Une destructivité non universelle
Comme la combativité (7), la destructivité est
une énergie
agressive stockable permettant l'action, celle-là pour la vie et
la réussite, celle-ci pour la souffrance et la mort. Installée
en relation avec le besoin de se venger et/ou de se punir, la destructivité est
massive chez ceux qui ont subi massivement la maltraitance, modérée
chez ceux qui n'ont connu que les violences éducatives ordinaires,
elle peut aussi n'être tournée que contre soi-même.
Lorsqu'elle est en place chez un sujet, elle se nourrit aussi bien des
humiliations les
plus cuisantes que des frustrations les plus minces et des souffrances
collectives les plus dramatiques (la guerre, le chômage...). La mémoire émotionnelle
enregistre et classe les scènes pénibles en même temps
qu'elle stocke les quantités d'énergie destructrice qui leur
sont associées. Puis le refoulement intervient. Ce faux oubli n'élimine
pas l'énergie négative accumulée mais installe la
cécité sur
l'origine de cette violence énorme, angoissante que l'individu découvre
parfois en lui.
Longuement subir
La destructivité ne se nourrit pas seulement des coups et des humiliations,
mais aussi des carences, des frustrations lourdes, des exigences persécutrices.
Lorsque la protestation est fortement réprimée, l'enfant - face
aux parents puis face à toute autorité - s'habitue à refouler
sa réaction hostile. Mais cette violence retenue, stockée finira
nécessairement par s'écouler. Contre qui ? Comment ? Quand ?
Parfois, c'est déjà le lendemain, dans la cour, sur un plus petit.
Quand son père justifie les coups de ceinture en lui disant que c'est "pour
son bien", Kurt ne peut que le croire : comment à 4 ans pourrait-il
voir le réel autrement que par ce que son père en dit. Libérant
l'adulte du sentiment de culpabilité, cette justification rassurante
pour l'enfant le conduit à prendre pour vertu à imiter ce qui
n'est que vengeance tardive inconsciente...

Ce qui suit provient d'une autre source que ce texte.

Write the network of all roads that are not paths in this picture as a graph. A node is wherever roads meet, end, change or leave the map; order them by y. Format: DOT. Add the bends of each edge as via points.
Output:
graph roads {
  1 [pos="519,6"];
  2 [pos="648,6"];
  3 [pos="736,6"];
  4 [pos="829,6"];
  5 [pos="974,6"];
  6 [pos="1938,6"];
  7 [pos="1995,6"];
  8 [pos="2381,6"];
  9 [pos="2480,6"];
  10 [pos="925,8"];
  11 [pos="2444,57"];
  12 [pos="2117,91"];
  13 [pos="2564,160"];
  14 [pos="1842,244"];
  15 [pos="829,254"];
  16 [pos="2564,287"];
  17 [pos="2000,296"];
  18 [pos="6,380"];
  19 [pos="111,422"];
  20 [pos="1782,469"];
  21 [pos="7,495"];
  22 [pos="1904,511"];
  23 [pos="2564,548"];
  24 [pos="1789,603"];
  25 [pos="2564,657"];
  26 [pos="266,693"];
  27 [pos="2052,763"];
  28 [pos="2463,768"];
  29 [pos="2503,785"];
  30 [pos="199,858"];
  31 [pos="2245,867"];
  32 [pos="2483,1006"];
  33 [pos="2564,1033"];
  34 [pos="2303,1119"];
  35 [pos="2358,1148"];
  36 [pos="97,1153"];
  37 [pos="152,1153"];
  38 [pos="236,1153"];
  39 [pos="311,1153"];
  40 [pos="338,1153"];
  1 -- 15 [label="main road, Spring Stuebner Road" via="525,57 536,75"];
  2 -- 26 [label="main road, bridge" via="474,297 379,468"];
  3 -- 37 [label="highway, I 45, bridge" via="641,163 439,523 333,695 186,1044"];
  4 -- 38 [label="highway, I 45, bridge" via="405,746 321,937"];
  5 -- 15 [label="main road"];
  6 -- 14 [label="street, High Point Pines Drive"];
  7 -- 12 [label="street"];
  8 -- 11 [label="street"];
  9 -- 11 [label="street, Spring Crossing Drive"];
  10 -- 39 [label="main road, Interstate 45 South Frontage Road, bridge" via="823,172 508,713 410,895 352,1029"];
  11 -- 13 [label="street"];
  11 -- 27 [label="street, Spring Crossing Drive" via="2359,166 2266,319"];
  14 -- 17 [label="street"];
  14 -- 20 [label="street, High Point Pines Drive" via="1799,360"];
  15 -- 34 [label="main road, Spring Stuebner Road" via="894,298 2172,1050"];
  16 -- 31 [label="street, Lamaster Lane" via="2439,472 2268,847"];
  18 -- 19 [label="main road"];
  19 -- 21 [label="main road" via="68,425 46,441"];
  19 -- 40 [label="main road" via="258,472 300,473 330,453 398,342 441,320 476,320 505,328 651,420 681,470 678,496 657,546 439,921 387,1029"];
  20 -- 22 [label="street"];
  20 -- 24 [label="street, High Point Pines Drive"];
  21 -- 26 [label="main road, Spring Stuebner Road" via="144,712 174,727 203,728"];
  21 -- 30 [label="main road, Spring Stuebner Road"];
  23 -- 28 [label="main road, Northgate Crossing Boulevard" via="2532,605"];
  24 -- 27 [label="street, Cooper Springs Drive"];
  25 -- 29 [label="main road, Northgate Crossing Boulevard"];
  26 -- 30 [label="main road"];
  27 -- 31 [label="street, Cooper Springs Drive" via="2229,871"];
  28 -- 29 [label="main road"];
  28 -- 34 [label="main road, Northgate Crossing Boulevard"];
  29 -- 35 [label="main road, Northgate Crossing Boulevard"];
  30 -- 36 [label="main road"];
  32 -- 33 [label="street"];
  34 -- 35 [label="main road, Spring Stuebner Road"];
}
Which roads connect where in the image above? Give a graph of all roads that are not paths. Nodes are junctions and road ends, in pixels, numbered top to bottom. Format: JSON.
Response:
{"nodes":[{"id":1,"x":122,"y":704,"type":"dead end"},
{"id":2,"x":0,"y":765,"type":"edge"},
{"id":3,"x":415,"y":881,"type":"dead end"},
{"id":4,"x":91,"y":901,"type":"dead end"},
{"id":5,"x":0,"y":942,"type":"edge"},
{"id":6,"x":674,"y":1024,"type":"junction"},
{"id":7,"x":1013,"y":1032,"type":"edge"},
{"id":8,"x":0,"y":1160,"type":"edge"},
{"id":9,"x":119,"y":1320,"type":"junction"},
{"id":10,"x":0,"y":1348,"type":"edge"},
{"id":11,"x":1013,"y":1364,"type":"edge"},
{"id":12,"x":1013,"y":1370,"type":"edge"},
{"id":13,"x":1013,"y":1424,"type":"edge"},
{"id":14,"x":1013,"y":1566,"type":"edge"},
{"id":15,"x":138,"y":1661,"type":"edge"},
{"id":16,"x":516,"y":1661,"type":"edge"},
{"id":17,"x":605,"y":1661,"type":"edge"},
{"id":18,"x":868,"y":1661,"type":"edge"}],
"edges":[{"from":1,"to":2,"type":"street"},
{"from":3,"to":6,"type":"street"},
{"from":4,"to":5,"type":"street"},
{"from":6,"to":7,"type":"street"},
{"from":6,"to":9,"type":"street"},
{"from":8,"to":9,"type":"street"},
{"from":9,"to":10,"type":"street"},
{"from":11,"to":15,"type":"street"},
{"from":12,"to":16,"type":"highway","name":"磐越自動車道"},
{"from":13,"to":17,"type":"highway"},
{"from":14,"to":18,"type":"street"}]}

Gestion de la destructivité
Dans les sociétés civilisées, l'inhibition
des destructivités
individuelles est plutôt la norme. Divers éléments
y contribuent comme la peur de l'enfer, du gendarme, du juge, de
la prison, de la réprobation
publique, le poids de l'interdit, le désir de préserver
l'estime de soi et des autres. Mais toutes ces barrières
s'effondrent lorsque l'Etat lui-même organise la persécution
de manière progressive,
avant d'ordonner le meurtre. Assassiner peut alors satisfaire un
besoin d'approbation sociale et d'intégration dans son provisoire
groupe d'appartenance. La soumission peut aussi fonctionner comme
alibi, un alibi encore plus irrécusable
lorsque l'ordre vient du Chef Suprême. L'homme étant
comme on le sait, un animal rationalisant, lorsqu'il est assiégé par
des envies meurtrières, il ressent souvent le besoin de
se justifier à ses
propres yeux par l'invocation de quelque valeur prestigieuse :
la Patrie, Dieu, le Peuple, la Race, la Science… ou plus
prosaïquement par les ordres reçus.
D'autres éléments facilitent le passage à l'acte
: l'alcool, le collectif, la survalorisation de son groupe, la
déshumanisation des
victimes par le discours (des sous-hommes, des rats, des
parasites répugnants
dont il faut se débarrasser au plus vite), mais aussi
leur déshumanisation physique et matérielle la
plus extrême.
Et en
cohérence, dans
la langue du IIIème Reich, extermination se
déguise
en Solution finale et gazage en traitement,
des expressions neutres qui visent à soulager
les consciences délicates que Dachau aurait épargnées.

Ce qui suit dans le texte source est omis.